> Task description: What you return should match the entries below exactly, only without the images.

Data for this task section start

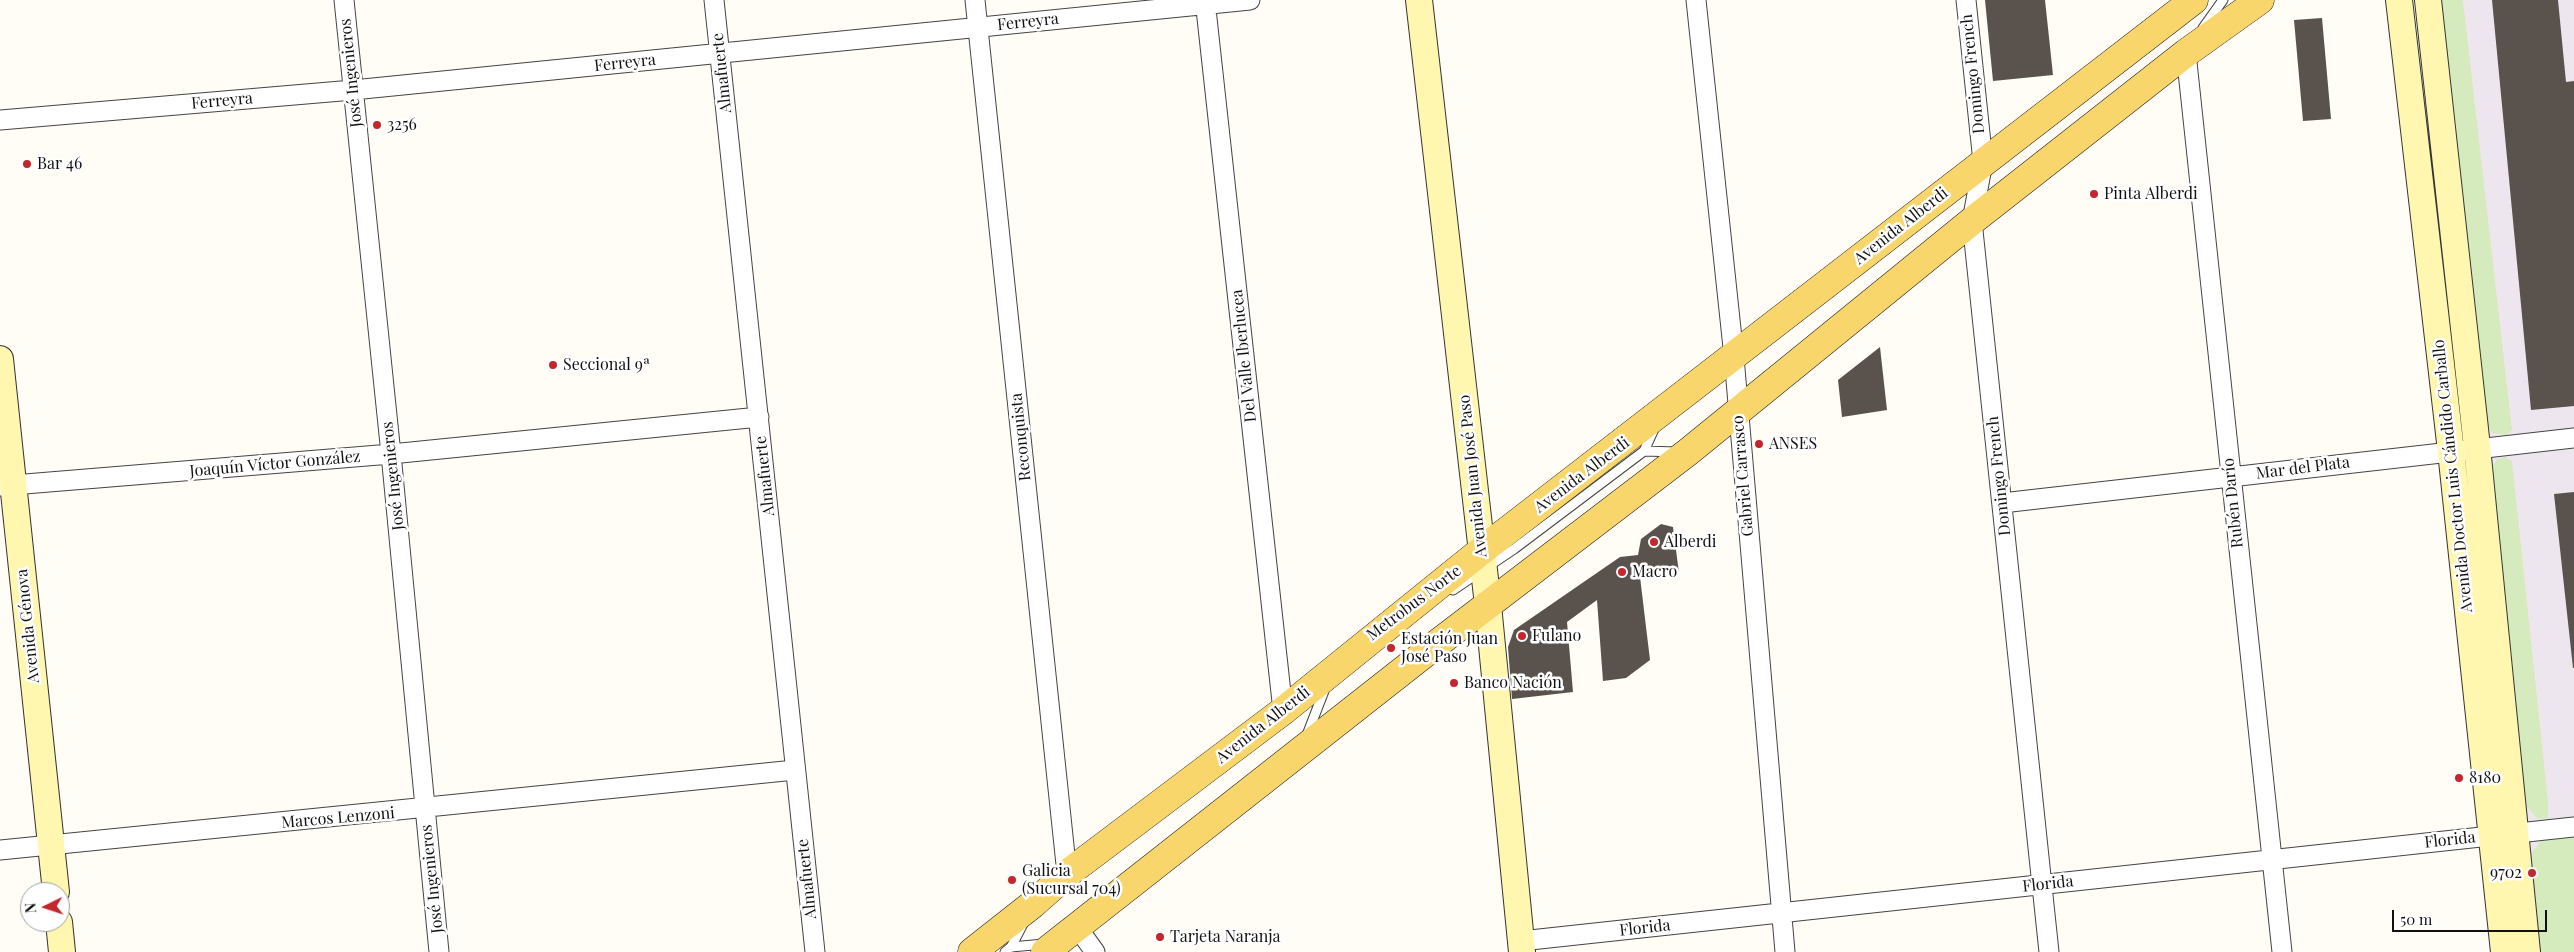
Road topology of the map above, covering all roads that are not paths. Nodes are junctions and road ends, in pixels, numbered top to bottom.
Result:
1 (344, 0) edge
2 (714, 0) edge
3 (975, 0) edge
4 (1250, 0) edge
5 (1419, 0) edge
6 (1696, 0) edge
7 (1966, 0) edge
8 (2223, 0) edge
9 (2260, 0) edge
10 (2399, 0) edge
11 (2428, 0) edge
12 (1205, 2) edge
13 (2192, 4) edge
14 (978, 27) junction
15 (720, 53) junction
16 (2186, 53) junction
17 (353, 90) junction
18 (0, 120) edge
19 (1983, 162) junction
20 (1972, 221) junction
21 (1734, 357) junction
22 (0, 359) edge
23 (1738, 412) junction
24 (1662, 414) junction
25 (759, 416) junction
26 (2574, 438) edge
27 (2477, 447) junction
28 (1644, 451) junction
29 (1688, 452) junction
30 (2451, 452) junction
31 (391, 454) junction
32 (2230, 477) junction
33 (7, 485) edge
34 (2002, 503) junction
35 (1482, 560) junction
36 (1446, 594) dead end
37 (1488, 605) junction
38 (1283, 711) junction
39 (1302, 749) junction
40 (795, 770) junction
41 (424, 809) junction
42 (2574, 827) edge
43 (2503, 835) junction
44 (51, 845) junction
45 (0, 850) edge
46 (2272, 860) junction
47 (1067, 874) junction
48 (55, 882) edge
49 (2042, 885) junction
50 (1033, 904) junction
51 (1781, 913) junction
52 (1077, 927) junction
53 (59, 932) edge
54 (1522, 947) edge
55 (1050, 948) edge
56 (1008, 950) edge
57 (62, 952) edge
58 (439, 952) edge
59 (815, 952) edge
60 (972, 952) edge
61 (1095, 952) edge
62 (1785, 952) edge
63 (2049, 952) edge
64 (2282, 952) edge
65 (2504, 952) edge
66 (2527, 952) edge

1 - 17 street, José Ingenieros
2 - 15 street, Almafuerte
3 - 14 street, Reconquista
4 - 12 street, Ferreyra
5 - 35 main road, Avenida Juan José Paso
6 - 21 street, Gabriel Carrasco
7 - 19 street, Domingo French
8 - 16 lane
9 - 16 main road
10 - 30 main road, Avenida Doctor Luis Cándido Carballo
11 - 27 main road, Avenida Doctor Luis Cándido Carballo
12 - 14 street, Ferreyra
12 - 38 street, Del Valle Iberlucea
13 - 19 main road, Avenida Alberdi
14 - 15 street, Ferreyra
14 - 47 street, Reconquista
15 - 17 street, Ferreyra
15 - 25 street, Almafuerte
16 - 20 main road
16 - 32 street, Rubén Darío
17 - 18 street, Ferreyra
17 - 31 street, José Ingenieros
19 - 20 street, Domingo French
19 - 21 main road, Avenida Alberdi
20 - 23 main road
20 - 34 street, Domingo French
21 - 23 street, Gabriel Carrasco
21 - 24 main road, Avenida Alberdi
22 - 33 main road, Avenida Génova
23 - 29 main road
23 - 51 street, Gabriel Carrasco
24 - 28 lane, Metrobus Norte
24 - 35 main road, Avenida Alberdi
25 - 31 street, Joaquín Víctor González
25 - 40 street, Almafuerte
26 - 27 street, Mar del Plata
27 - 30 street, Mar del Plata
27 - 43 main road, Avenida Doctor Luis Cándido Carballo
28 - 29 lane
28 - 35 lane, Metrobus Norte
29 - 37 main road
30 - 32 street, Mar del Plata
30 - 43 main road, Avenida Doctor Luis Cándido Carballo
31 - 33 street, Joaquín Víctor González
31 - 41 street, José Ingenieros
32 - 34 street, Mar del Plata
32 - 46 street, Rubén Darío
33 - 44 main road, Avenida Génova
34 - 49 street, Domingo French
35 - 36 lane, Metrobus Norte
35 - 37 main road, Avenida Juan José Paso
35 - 38 main road, Avenida Alberdi
37 - 39 main road
37 - 54 main road, Avenida Juan José Paso
38 - 39 lane
38 - 47 main road, Avenida Alberdi
39 - 52 main road
40 - 41 street, Marcos Lenzoni
40 - 59 street, Almafuerte
41 - 44 street, Marcos Lenzoni
41 - 58 street, José Ingenieros
42 - 43 street, Florida
43 - 46 street, Florida
43 - 65 main road, Avenida Doctor Luis Cándido Carballo
43 - 66 main road, Avenida Doctor Luis Cándido Carballo
44 - 45 street, Marcos Lenzoni
44 - 48 main road, Avenida Génova
46 - 49 street, Florida
46 - 64 street, Rubén Darío
47 - 50 main road, Avenida Alberdi
49 - 51 street, Florida
49 - 63 street, Domingo French
50 - 56 lane
50 - 60 main road, Avenida Alberdi
51 - 54 street, Florida
51 - 62 street, Gabriel Carrasco
52 - 55 main road
52 - 61 street
53 - 57 main road
55 - 56 lane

Data for this task section end

> Result of the task:
Road topology of the map above, covering all roads that are not paths. Nodes are junctions and road ends, in pixels, numbered top to bottom.
Result:
1 (344, 0) edge
2 (714, 0) edge
3 (975, 0) edge
4 (1250, 0) edge
5 (1419, 0) edge
6 (1696, 0) edge
7 (1966, 0) edge
8 (2223, 0) edge
9 (2260, 0) edge
10 (2399, 0) edge
11 (2428, 0) edge
12 (1205, 2) edge
13 (2192, 4) edge
14 (978, 27) junction
15 (720, 53) junction
16 (2186, 53) junction
17 (353, 90) junction
18 (0, 120) edge
19 (1983, 162) junction
20 (1972, 221) junction
21 (1734, 357) junction
22 (0, 359) edge
23 (1738, 412) junction
24 (1662, 414) junction
25 (759, 416) junction
26 (2574, 438) edge
27 (2477, 447) junction
28 (1644, 451) junction
29 (1688, 452) junction
30 (2451, 452) junction
31 (391, 454) junction
32 (2230, 477) junction
33 (7, 485) edge
34 (2002, 503) junction
35 (1482, 560) junction
36 (1446, 594) dead end
37 (1488, 605) junction
38 (1283, 711) junction
39 (1302, 749) junction
40 (795, 770) junction
41 (424, 809) junction
42 (2574, 827) edge
43 (2503, 835) junction
44 (51, 845) junction
45 (0, 850) edge
46 (2272, 860) junction
47 (1067, 874) junction
48 (55, 882) edge
49 (2042, 885) junction
50 (1033, 904) junction
51 (1781, 913) junction
52 (1077, 927) junction
53 (59, 932) edge
54 (1522, 947) edge
55 (1050, 948) edge
56 (1008, 950) edge
57 (62, 952) edge
58 (439, 952) edge
59 (815, 952) edge
60 (972, 952) edge
61 (1095, 952) edge
62 (1785, 952) edge
63 (2049, 952) edge
64 (2282, 952) edge
65 (2504, 952) edge
66 (2527, 952) edge

1 - 17 street, José Ingenieros
2 - 15 street, Almafuerte
3 - 14 street, Reconquista
4 - 12 street, Ferreyra
5 - 35 main road, Avenida Juan José Paso
6 - 21 street, Gabriel Carrasco
7 - 19 street, Domingo French
8 - 16 lane
9 - 16 main road
10 - 30 main road, Avenida Doctor Luis Cándido Carballo
11 - 27 main road, Avenida Doctor Luis Cándido Carballo
12 - 14 street, Ferreyra
12 - 38 street, Del Valle Iberlucea
13 - 19 main road, Avenida Alberdi
14 - 15 street, Ferreyra
14 - 47 street, Reconquista
15 - 17 street, Ferreyra
15 - 25 street, Almafuerte
16 - 20 main road
16 - 32 street, Rubén Darío
17 - 18 street, Ferreyra
17 - 31 street, José Ingenieros
19 - 20 street, Domingo French
19 - 21 main road, Avenida Alberdi
20 - 23 main road
20 - 34 street, Domingo French
21 - 23 street, Gabriel Carrasco
21 - 24 main road, Avenida Alberdi
22 - 33 main road, Avenida Génova
23 - 29 main road
23 - 51 street, Gabriel Carrasco
24 - 28 lane, Metrobus Norte
24 - 35 main road, Avenida Alberdi
25 - 31 street, Joaquín Víctor González
25 - 40 street, Almafuerte
26 - 27 street, Mar del Plata
27 - 30 street, Mar del Plata
27 - 43 main road, Avenida Doctor Luis Cándido Carballo
28 - 29 lane
28 - 35 lane, Metrobus Norte
29 - 37 main road
30 - 32 street, Mar del Plata
30 - 43 main road, Avenida Doctor Luis Cándido Carballo
31 - 33 street, Joaquín Víctor González
31 - 41 street, José Ingenieros
32 - 34 street, Mar del Plata
32 - 46 street, Rubén Darío
33 - 44 main road, Avenida Génova
34 - 49 street, Domingo French
35 - 36 lane, Metrobus Norte
35 - 37 main road, Avenida Juan José Paso
35 - 38 main road, Avenida Alberdi
37 - 39 main road
37 - 54 main road, Avenida Juan José Paso
38 - 39 lane
38 - 47 main road, Avenida Alberdi
39 - 52 main road
40 - 41 street, Marcos Lenzoni
40 - 59 street, Almafuerte
41 - 44 street, Marcos Lenzoni
41 - 58 street, José Ingenieros
42 - 43 street, Florida
43 - 46 street, Florida
43 - 65 main road, Avenida Doctor Luis Cándido Carballo
43 - 66 main road, Avenida Doctor Luis Cándido Carballo
44 - 45 street, Marcos Lenzoni
44 - 48 main road, Avenida Génova
46 - 49 street, Florida
46 - 64 street, Rubén Darío
47 - 50 main road, Avenida Alberdi
49 - 51 street, Florida
49 - 63 street, Domingo French
50 - 56 lane
50 - 60 main road, Avenida Alberdi
51 - 54 street, Florida
51 - 62 street, Gabriel Carrasco
52 - 55 main road
52 - 61 street
53 - 57 main road
55 - 56 lane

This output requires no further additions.